La Suisse peut revendiquer sans contestation possible le titre de championne du monde de l’orthodoxie budgétaire. Un ration dette publique/PIB de 45%, un taux d’épargne des ménages de 13% explique un coût de l’argent à long terme pour Berne de 2,6%. Tout le monde est disposé à prêter à la Confédération helvétique et personne ne viendra s’attaquer à elle. Là comme ailleurs, la Suisse ne veut compter que sur ses propres forces et applique une politique économico-monétaire emprunt d’une infinie prudence.
Au bout du compte, il est possible de construire un indice du pauvre de vulnérabilité : je multiplie le taux d’endettement par la coût du crédit et je divise le résultat par le taux d’épargne.
Cela donne un classement objectif à manier avec circonspection tant il est contestable pour de rigoureux économètres. Si des indices sérieux sont disponibles je suis preneur, mais le plus simple est parfois le plus efficace.
L’indice de vulnérabilité brut et indice 100 la Suisse:
Suisse: 11 points, indice 100
Allemagne: 31 points, indice 282
France: 34 points, indice 309
Italie: 58 points, indice 527
Royaume-Uni: 90 points, indice 818
Etats-Unis: 100 points, indice 909
Espagne: 116 points, indice 1.055
Japon: 170 points, indice 1.545
Portugal: 752 points, indice 6.836
Grèce: 793 points, indice 7.209
PhDx
*Les taux d’épargne sont purement indicatifs. Ils proviennent en général de l’OCDE, mais nous n’avons pas pu trouver une source unique, fiable et homogène.

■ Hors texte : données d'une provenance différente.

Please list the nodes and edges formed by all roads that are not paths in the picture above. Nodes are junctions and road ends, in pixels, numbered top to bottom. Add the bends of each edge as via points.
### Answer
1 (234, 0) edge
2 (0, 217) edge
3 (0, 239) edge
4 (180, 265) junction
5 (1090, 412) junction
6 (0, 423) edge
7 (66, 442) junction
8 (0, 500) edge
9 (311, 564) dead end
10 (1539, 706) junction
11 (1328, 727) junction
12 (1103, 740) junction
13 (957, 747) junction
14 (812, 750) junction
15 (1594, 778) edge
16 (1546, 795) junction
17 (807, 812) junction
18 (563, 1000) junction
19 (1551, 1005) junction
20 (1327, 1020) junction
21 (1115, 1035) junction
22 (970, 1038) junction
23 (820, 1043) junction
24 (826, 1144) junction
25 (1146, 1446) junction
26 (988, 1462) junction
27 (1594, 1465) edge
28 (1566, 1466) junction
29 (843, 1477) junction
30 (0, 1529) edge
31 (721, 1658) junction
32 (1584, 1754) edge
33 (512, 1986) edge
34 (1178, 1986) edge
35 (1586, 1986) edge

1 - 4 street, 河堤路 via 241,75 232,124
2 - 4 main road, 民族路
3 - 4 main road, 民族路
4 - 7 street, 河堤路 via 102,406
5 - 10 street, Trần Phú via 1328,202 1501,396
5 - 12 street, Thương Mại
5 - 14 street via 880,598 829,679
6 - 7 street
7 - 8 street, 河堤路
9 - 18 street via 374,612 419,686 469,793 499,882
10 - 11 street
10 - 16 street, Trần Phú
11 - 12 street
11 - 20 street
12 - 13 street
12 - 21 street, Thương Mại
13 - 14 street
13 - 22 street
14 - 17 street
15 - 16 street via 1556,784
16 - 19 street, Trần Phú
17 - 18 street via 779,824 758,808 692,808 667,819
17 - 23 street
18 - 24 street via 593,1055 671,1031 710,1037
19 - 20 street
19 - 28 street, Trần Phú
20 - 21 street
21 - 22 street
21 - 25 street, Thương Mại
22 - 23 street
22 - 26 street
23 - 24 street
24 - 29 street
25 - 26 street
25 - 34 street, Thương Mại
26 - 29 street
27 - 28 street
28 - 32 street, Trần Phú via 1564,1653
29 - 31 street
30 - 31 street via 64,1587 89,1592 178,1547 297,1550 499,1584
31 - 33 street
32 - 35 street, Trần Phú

Je crois que je n’ai pas compris l’indice de vulnérabilité à la fin…
Pourquoi la France a 34 et les Etats-Unis 100. (Si jamais les Etats-Unis sont la base 100, pourquoi la France est trois fois moins vulnérable alors que vous lui mettez un @ de plus )
Merci
Je prends très simplement le taux d’endettement que je multiplie par le coût des emprunts et je divise le tout par le taux d’épargne. Cela semble spectaculaire. Pour les @, il s’agit d’une appréciation plus personnelle et plus conjoncturelle. A l’heure actuelle, la faiblesse du taux d’épargne des ménages est très largement compensée par le fait que c’est l’Euro qui est la cible des traders. Cela dit il s’agit encore une fois d’une appréciation discutable.
Philippe Douroux
Monsieur Douroux,
Pouvez-vous intégrer la nationalité des traders et la masse monétaire qu’ils brassent dans votre estimation ?
Vous comprenez bien que les traders anglo-saxons vont plutôt s’attaquer aux pays latins.
Personnellement, je ne pense pas que ce sentiment pèse d’une manière quelconque.
L’origine de la crise n’est pas initialement dans les déficits publics mais dans les excès des pratiques des grand établissements financiers de la planète que les 3 agences de notations n’ont pas vu venir ou ou bien voulu délibérément cacher et qui ont toujours aveuglement ( pour de conflits d’intérêt évidement) attribué des notes remarquables à ces établissements financiers. Dommage de ne pas l’évoquer dans un article de cette nature.
Précisément, l’objet de ce papier est de montrer que l’on ne peut pas se cacher derrière les notes données par les agences. Les difficultés de pays comme la Grèce, l’Islande ou le Portugal se lisent dans des chiffres qui sont publics. L’origine de la crise est bien dans le comportement irresponsable des gouvernements islandais, grecs ou portugais. Malheureusement.